Your goal is to show your insurance company that you are a responsible person. If you are late paying your premiums on a consistent basis, they will definitely believe otherwise and charge you accordingly. While it is doubtful they will go to the extreme and hike the rate if you are late once or twice over a long period, paying late regularly is a recipe for disaster.

If you know that you are a bit careless when it comes to keeping track of these things, you have two options. The first is to set reminders. There are numerous apps that can be helpful. The other would be to place your account on auto-pay. This is when the amount you owe is automatically deducted each month. Trying one or both of these is a great way to ensure you pay in a timely manner and avoid spikes in your premium.

Increased Traffic

There are various factors that can lead to an increase in traffic. The bad thing is that this can have some bearing on the price you pay for coverage. The more the roads in your area are congested, the more you will be expected to pay. The reasoning behind this is quite simple: More drivers on the road means a higher likelihood of an accident occurring.
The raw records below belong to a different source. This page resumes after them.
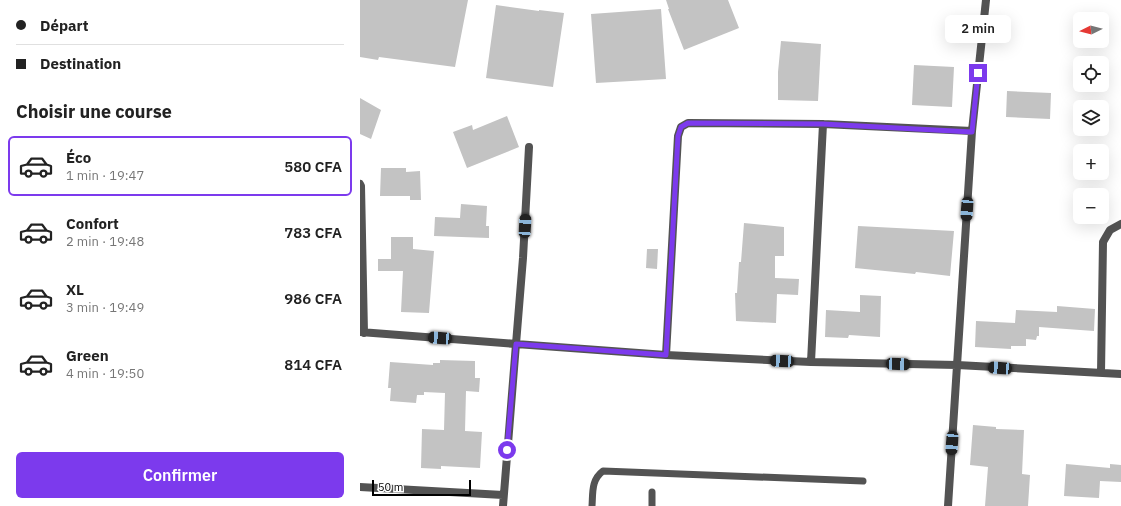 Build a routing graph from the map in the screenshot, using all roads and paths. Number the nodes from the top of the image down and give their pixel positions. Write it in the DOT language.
graph roads {
  1 [pos="986,0"];
  2 [pos="823,124"];
  3 [pos="972,132"];
  4 [pos="529,147"];
  5 [pos="360,184"];
  6 [pos="1121,224"];
  7 [pos="362,333"];
  8 [pos="516,344"];
  9 [pos="666,355"];
  10 [pos="811,362"];
  11 [pos="957,365"];
  12 [pos="1101,373"];
  13 [pos="1121,374"];
  14 [pos="863,481"];
  15 [pos="360,487"];
  16 [pos="652,492"];
  17 [pos="503,495"];
  18 [pos="503,506"];
  19 [pos="592,506"];
  20 [pos="652,506"];
  21 [pos="948,506"];
  1 -- 3 [label="street"];
  2 -- 3 [label="street"];
  2 -- 9 [label="street"];
  2 -- 10 [label="street"];
  3 -- 11 [label="street"];
  4 -- 8 [label="street"];
  5 -- 7 [label="street"];
  6 -- 12 [label="street"];
  7 -- 8 [label="street"];
  8 -- 9 [label="street"];
  8 -- 17 [label="street"];
  9 -- 10 [label="street"];
  10 -- 11 [label="street"];
  11 -- 12 [label="street"];
  11 -- 21 [label="street"];
  12 -- 13 [label="street"];
  14 -- 19 [label="lane"];
  15 -- 17 [label="street"];
  16 -- 20 [label="lane"];
  17 -- 18 [label="street"];
} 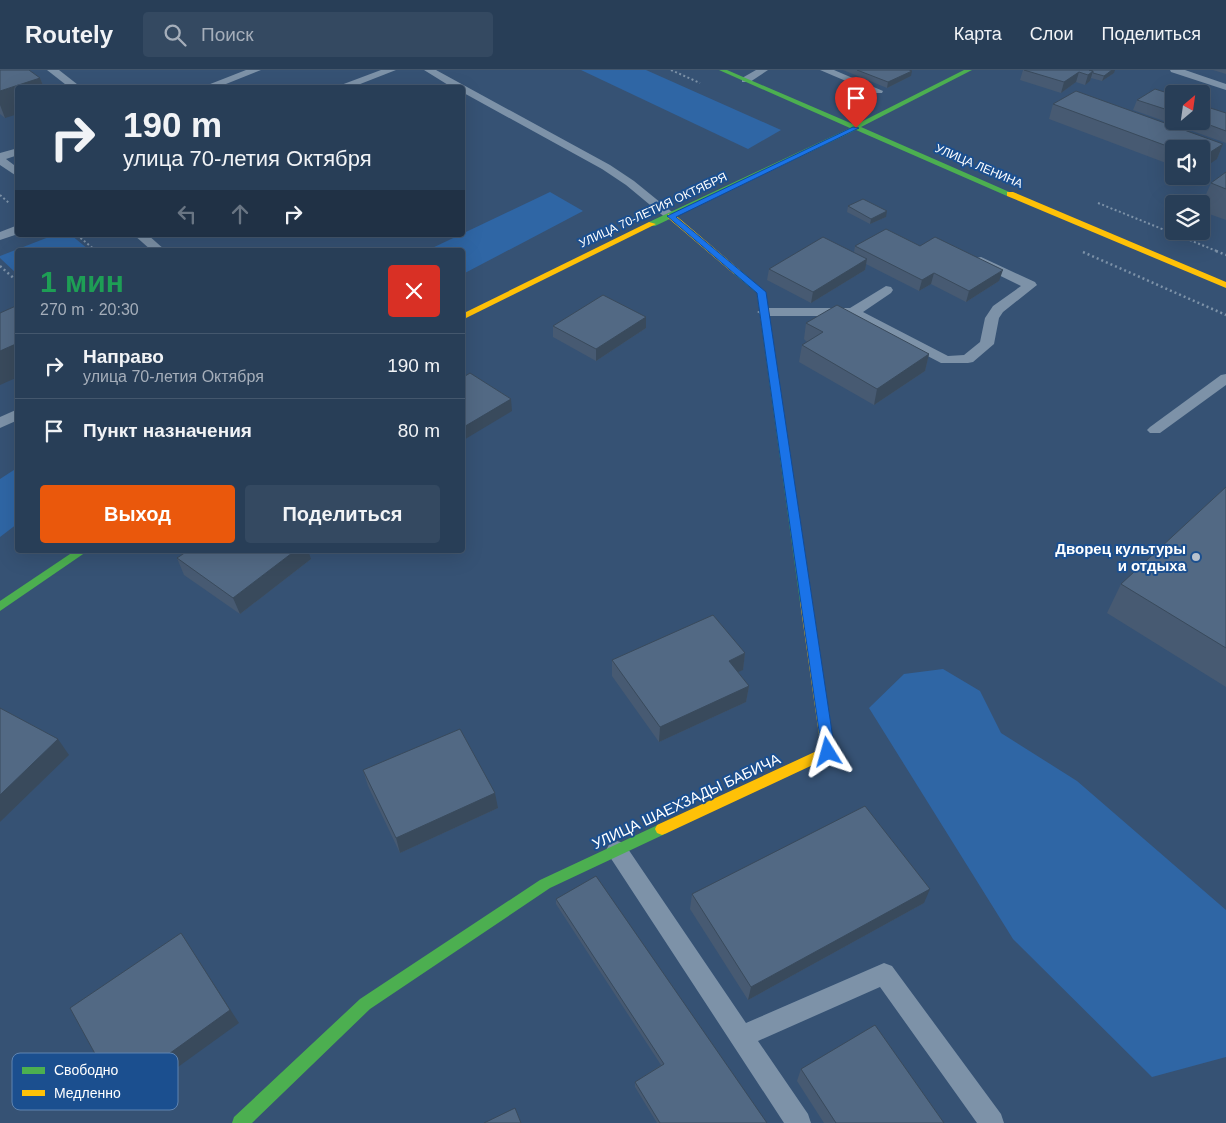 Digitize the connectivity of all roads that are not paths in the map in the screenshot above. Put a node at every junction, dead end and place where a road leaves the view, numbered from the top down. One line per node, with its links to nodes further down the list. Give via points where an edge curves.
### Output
1 (52, 70): 11 (lane)
2 (391, 70): 13 (lane)
3 (430, 70): 14 (lane)
4 (722, 70): 10 (main road, УЛИЦА ЛЕНИНА)
5 (763, 70): 10 (lane)
6 (825, 70): 17 (lane)
7 (969, 70): 18 (main road, УЛИЦА 70-ЛЕТИЯ ОКТЯБРЯ)
8 (1174, 70): 15 (lane)
9 (249, 71): 12 (lane)
10 (746, 80): 18 (main road, УЛИЦА ЛЕНИНА)
11 (73, 85)
12 (213, 85)
13 (347, 85)
14 (457, 85)
15 (1226, 87)
16 (465, 90): 22 (lane, via 606,167)
17 (878, 91)
18 (856, 128): 22 (main road, УЛИЦА 70-ЛЕТИЯ ОКТЯБРЯ); 28 (main road, УЛИЦА ЛЕНИНА)
19 (15, 152): 20 (lane)
20 (0, 158): 21 (lane)
21 (15, 171)
22 (671, 216): 30 (main road, УЛИЦА ШАЕХЗАДЫ БАБИЧА, via 761,292); 32 (main road, УЛИЦА 70-ЛЕТИЯ ОКТЯБРЯ)
23 (15, 230): 24 (lane)
24 (0, 236)
25 (143, 237): 26 (lane)
26 (156, 248)
27 (979, 260): 31 (lane, via 1030,285 998,309 992,318 987,344 968,359 946,360)
28 (1226, 284)
29 (886, 290): 31 (lane)
30 (764, 312): 31 (lane); 39 (main road, УЛИЦА ШАЕХЗАДЫ БАБИЧА, via 828,752)
31 (853, 312)
32 (465, 316)
33 (1226, 378): 36 (lane)
34 (15, 416): 35 (lane)
35 (0, 423)
36 (1155, 430)
37 (80, 553): 38 (main road)
38 (0, 607)
39 (617, 850): 40 (lane); 41 (main road, УЛИЦА ШАЕХЗАДЫ БАБИЧА, via 545,884 365,1004)
40 (741, 1037): 42 (lane); 43 (lane, via 884,974)
41 (240, 1123)
42 (799, 1123)
43 (992, 1123)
Your first inclination might be to consider moving to an area with less traffic, but there is a simpler solution than that. Check to see if your carrier has a telematics program in place. This is when information is collected about when, how much and in what manner you are on the road. After this data is compiled, it is used to offer you a premium that is based on your driving, not that of those around you.

Human And/Or Technological Errors

If you notice your rate has gone up and there is no clear explanation, give your insurance company a call and ask questions. It may be possible that an error occurred somewhere and you are not actually expected to pay as much as you were told. You should talk to more than one representative if you inquire and you feel the person you speak with is dismissive and not open to the idea that a mistake may have been made somewhere along the line. There are countless people who accept higher rates without question; do not add yourself to this staggering number.


Car insurance is one of those expenses that people dread every month, but there is nothing that can be done about it. This is part of being a driver, but that does not mean that you should take every increase lying down. If you notice that your rates have skyrocketed, you need to do some digging to get to the root of the problem.

Now that you have a general idea of some of the more common reasons insurance companies raise prices, it should be easier for you to take all of the necessary steps to scale the rates back and make them more affordable.